§ **Directions for this task**
Once you have read the entries, please say how many lines hold the string "LOUIS", giving the number only.

(Stored items)

------------------------

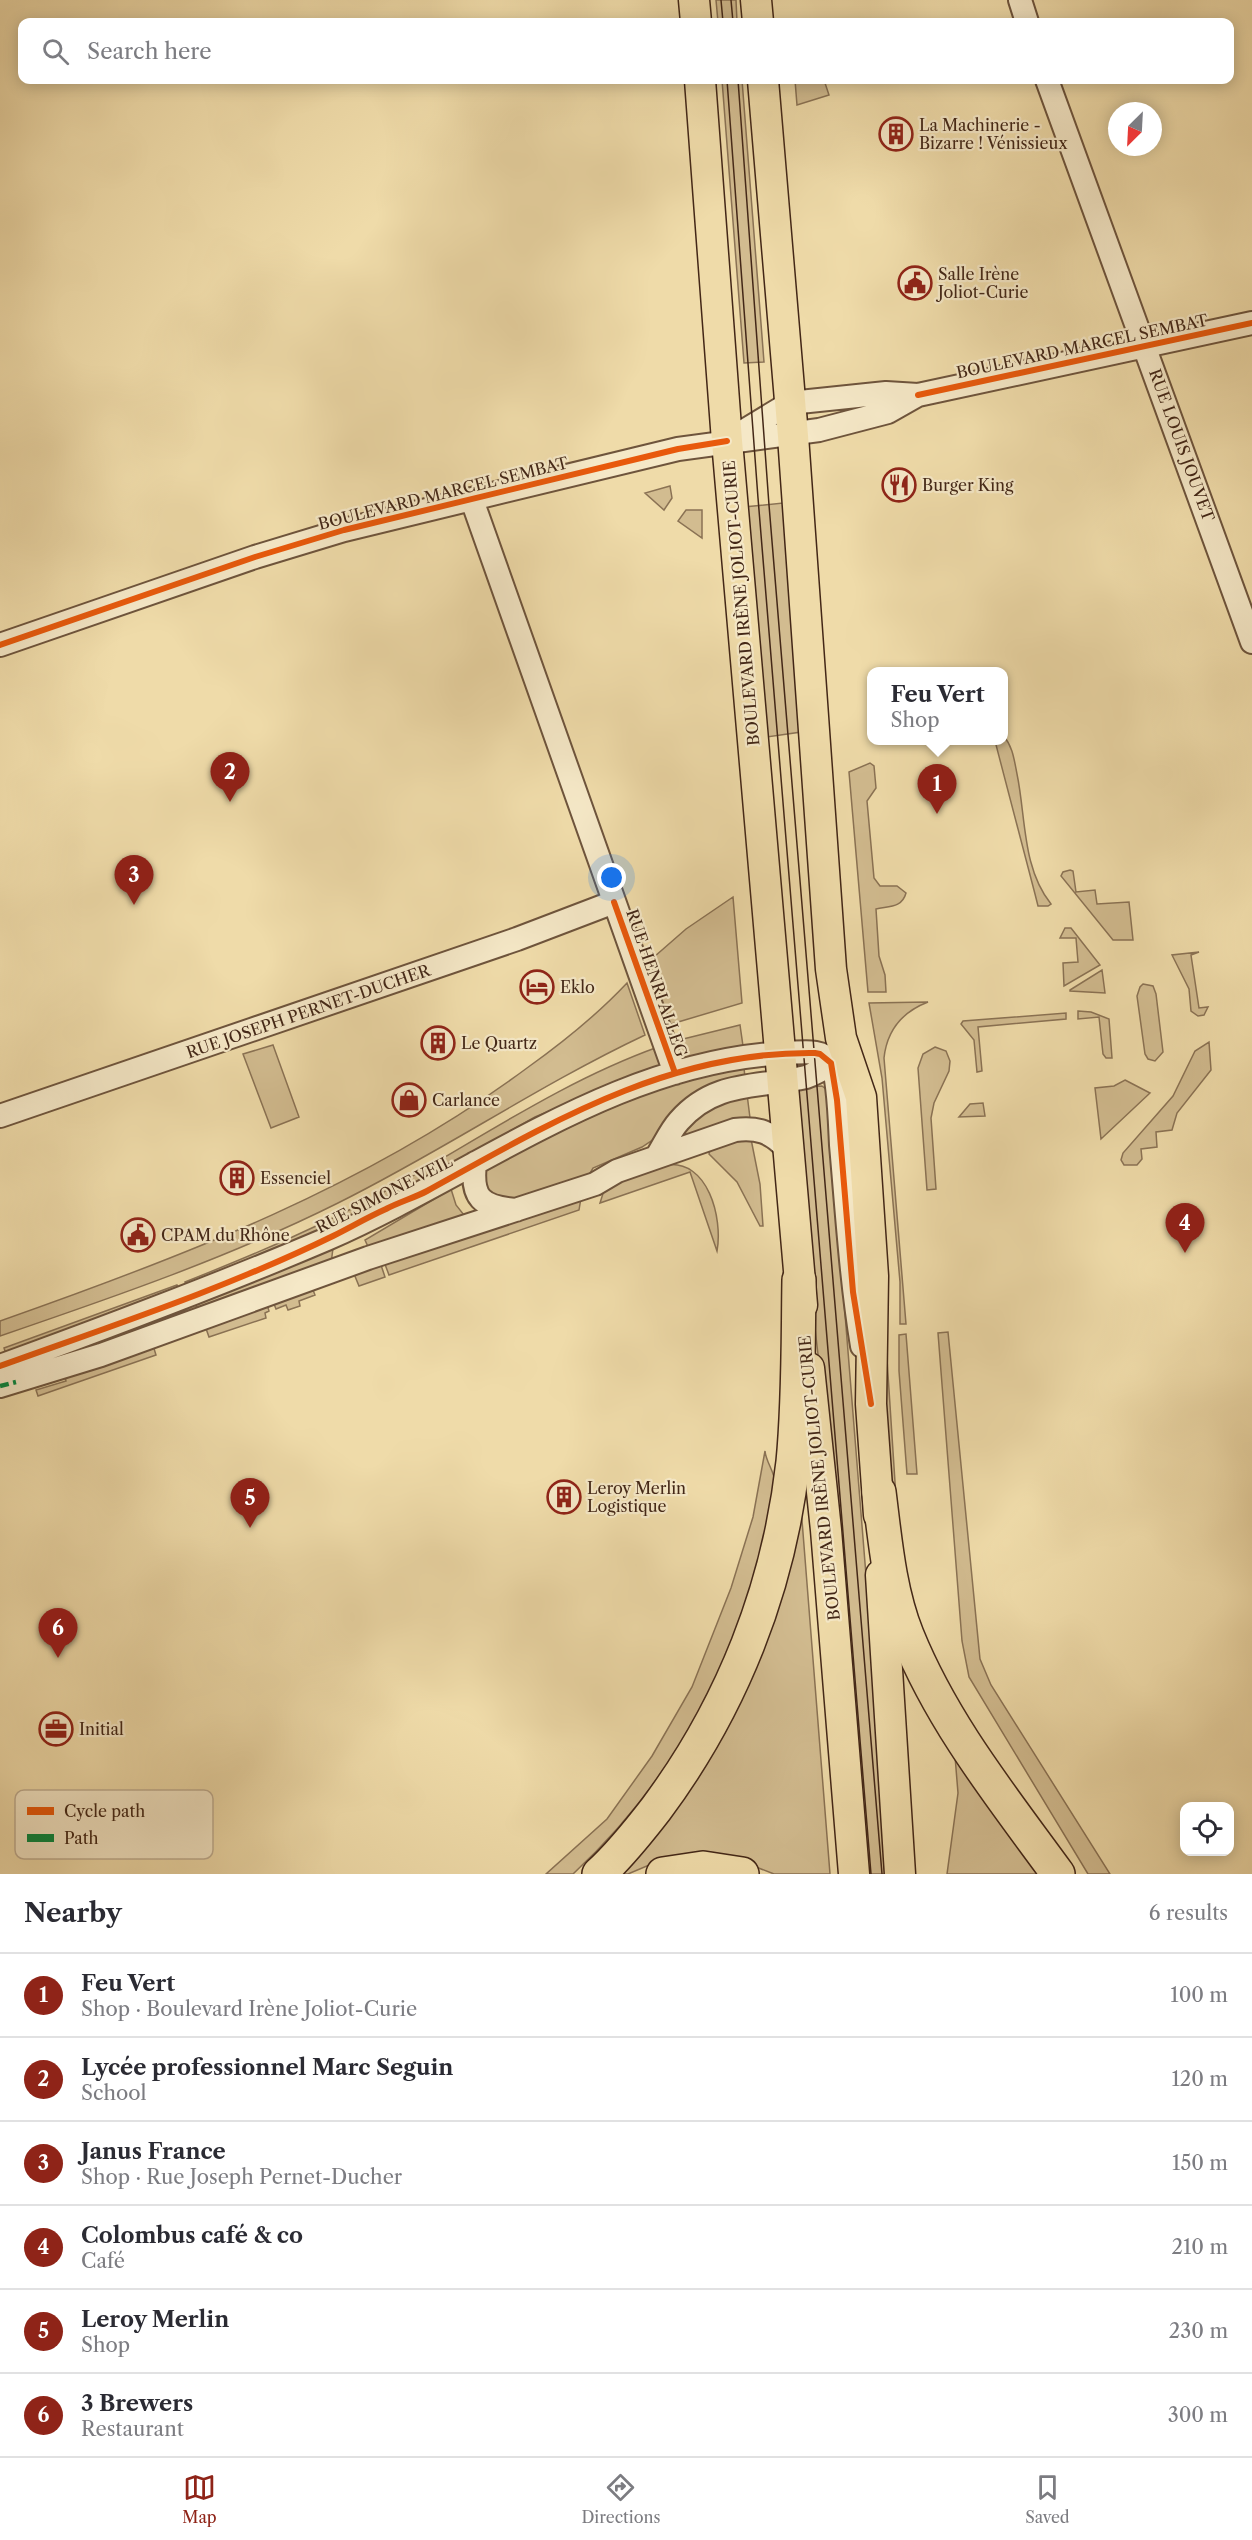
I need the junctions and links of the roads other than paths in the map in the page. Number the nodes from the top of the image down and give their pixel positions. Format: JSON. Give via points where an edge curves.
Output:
{"nodes":[{"id":1,"x":694,"y":0,"type":"edge"},
{"id":2,"x":756,"y":0,"type":"edge"},
{"id":3,"x":1020,"y":0,"type":"edge"},
{"id":4,"x":696,"y":18,"type":"edge"},
{"id":5,"x":758,"y":18,"type":"edge"},
{"id":6,"x":1026,"y":18,"type":"edge"},
{"id":7,"x":700,"y":84,"type":"edge"},
{"id":8,"x":763,"y":84,"type":"edge"},
{"id":9,"x":1048,"y":84,"type":"edge"},
{"id":10,"x":1252,"y":323,"type":"edge"},
{"id":11,"x":1146,"y":346,"type":"junction"},
{"id":12,"x":918,"y":395,"type":"junction"},
{"id":13,"x":790,"y":403,"type":"junction"},
{"id":14,"x":794,"y":436,"type":"junction"},
{"id":15,"x":727,"y":441,"type":"junction"},
{"id":16,"x":472,"y":500,"type":"junction"},
{"id":17,"x":1252,"y":642,"type":"edge"},
{"id":18,"x":0,"y":645,"type":"edge"},
{"id":19,"x":614,"y":902,"type":"junction"},
{"id":20,"x":836,"y":1050,"type":"junction"},
{"id":21,"x":781,"y":1068,"type":"junction"},
{"id":22,"x":675,"y":1073,"type":"junction"},
{"id":23,"x":0,"y":1116,"type":"edge"},
{"id":24,"x":787,"y":1149,"type":"junction"},
{"id":25,"x":657,"y":1156,"type":"junction"},
{"id":26,"x":475,"y":1163,"type":"junction"},
{"id":27,"x":425,"y":1192,"type":"junction"},
{"id":28,"x":517,"y":1210,"type":"junction"},
{"id":29,"x":340,"y":1268,"type":"junction"},
{"id":30,"x":799,"y":1280,"type":"junction"},
{"id":31,"x":0,"y":1366,"type":"edge"},
{"id":32,"x":0,"y":1386,"type":"edge"},
{"id":33,"x":879,"y":1491,"type":"junction"},
{"id":34,"x":599,"y":1874,"type":"edge"},
{"id":35,"x":663,"y":1874,"type":"edge"},
{"id":36,"x":742,"y":1874,"type":"edge"},
{"id":37,"x":854,"y":1874,"type":"edge"},
{"id":38,"x":900,"y":1874,"type":"edge"},
{"id":39,"x":1058,"y":1874,"type":"edge"}],
"edges":[{"from":1,"to":4,"type":"main road"},
{"from":2,"to":5,"type":"main road"},
{"from":3,"to":6,"type":"street"},
{"from":7,"to":15,"type":"main road","name":"BOULEVARD IRÈNE JOLIOT-CURIE"},
{"from":8,"to":13,"type":"main road"},
{"from":9,"to":11,"type":"street","name":"RUE LOUIS JOUVET"},
{"from":10,"to":11,"type":"street","name":"BOULEVARD MARCEL SEMBAT"},
{"from":11,"to":12,"type":"street","name":"BOULEVARD MARCEL SEMBAT"},
{"from":11,"to":17,"type":"street","name":"RUE LOUIS JOUVET"},
{"from":12,"to":13,"type":"street","name":"BOULEVARD MARCEL SEMBAT","via":[[886,393]]},
{"from":12,"to":14,"type":"street","name":"BOULEVARD MARCEL SEMBAT","via":[[888,412]]},
{"from":13,"to":14,"type":"main road"},
{"from":13,"to":15,"type":"street","name":"BOULEVARD MARCEL SEMBAT"},
{"from":14,"to":15,"type":"street","name":"BOULEVARD MARCEL SEMBAT"},
{"from":14,"to":20,"type":"main road"},
{"from":15,"to":16,"type":"street","name":"BOULEVARD MARCEL SEMBAT","via":[[678,449]]},
{"from":15,"to":21,"type":"main road","name":"BOULEVARD IRÈNE JOLIOT-CURIE"},
{"from":16,"to":18,"type":"street","name":"BOULEVARD MARCEL SEMBAT","via":[[344,530],[255,557]]},
{"from":16,"to":19,"type":"street","name":"RUE HENRI ALLEG"},
{"from":19,"to":22,"type":"street","name":"RUE HENRI ALLEG"},
{"from":19,"to":23,"type":"street","name":"RUE JOSEPH PERNET-DUCHER","via":[[517,939]]},
{"from":20,"to":21,"type":"street","via":[[815,1053]]},
{"from":20,"to":33,"type":"main road","via":[[861,1097],[873,1276],[872,1404]]},
{"from":21,"to":22,"type":"street","name":"RUE SIMONE VEIL","via":[[744,1057]]},
{"from":21,"to":24,"type":"main road","name":"BOULEVARD IRÈNE JOLIOT-CURIE"},
{"from":21,"to":25,"type":"street","via":[[706,1098],[678,1122]]},
{"from":22,"to":26,"type":"street","name":"RUE SIMONE VEIL","via":[[585,1106]]},
{"from":24,"to":25,"type":"street","name":"RUE SIMONE VEIL","via":[[777,1137],[750,1128]]},
{"from":24,"to":30,"type":"main road","name":"BOULEVARD IRÈNE JOLIOT-CURIE"},
{"from":25,"to":28,"type":"street","name":"RUE SIMONE VEIL","via":[[617,1170],[595,1184]]},
{"from":26,"to":27,"type":"street","name":"RUE SIMONE VEIL"},
{"from":26,"to":28,"type":"street","name":"RUE SIMONE VEIL","via":[[474,1190],[479,1199],[490,1206]]},
{"from":27,"to":29,"type":"street","name":"RUE SIMONE VEIL","via":[[375,1229],[342,1246]]},
{"from":27,"to":31,"type":"street","name":"RUE SIMONE VEIL","via":[[331,1237],[188,1297]]},
{"from":28,"to":29,"type":"street","name":"RUE SIMONE VEIL"},
{"from":29,"to":32,"type":"street","name":"RUE SIMONE VEIL","via":[[101,1355]]},
{"from":30,"to":34,"type":"highway","via":[[792,1464],[778,1547],[760,1612],[732,1683],[681,1774],[645,1823]]},
{"from":30,"to":37,"type":"main road","name":"BOULEVARD IRÈNE JOLIOT-CURIE","via":[[826,1530]]},
{"from":33,"to":38,"type":"main road","via":[[889,1731]]},
{"from":33,"to":39,"type":"highway","via":[[897,1602],[906,1634],[929,1684],[961,1741]]},
{"from":35,"to":36,"type":"highway","via":[[703,1868]]}]}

------------------------

§ **Result below**
2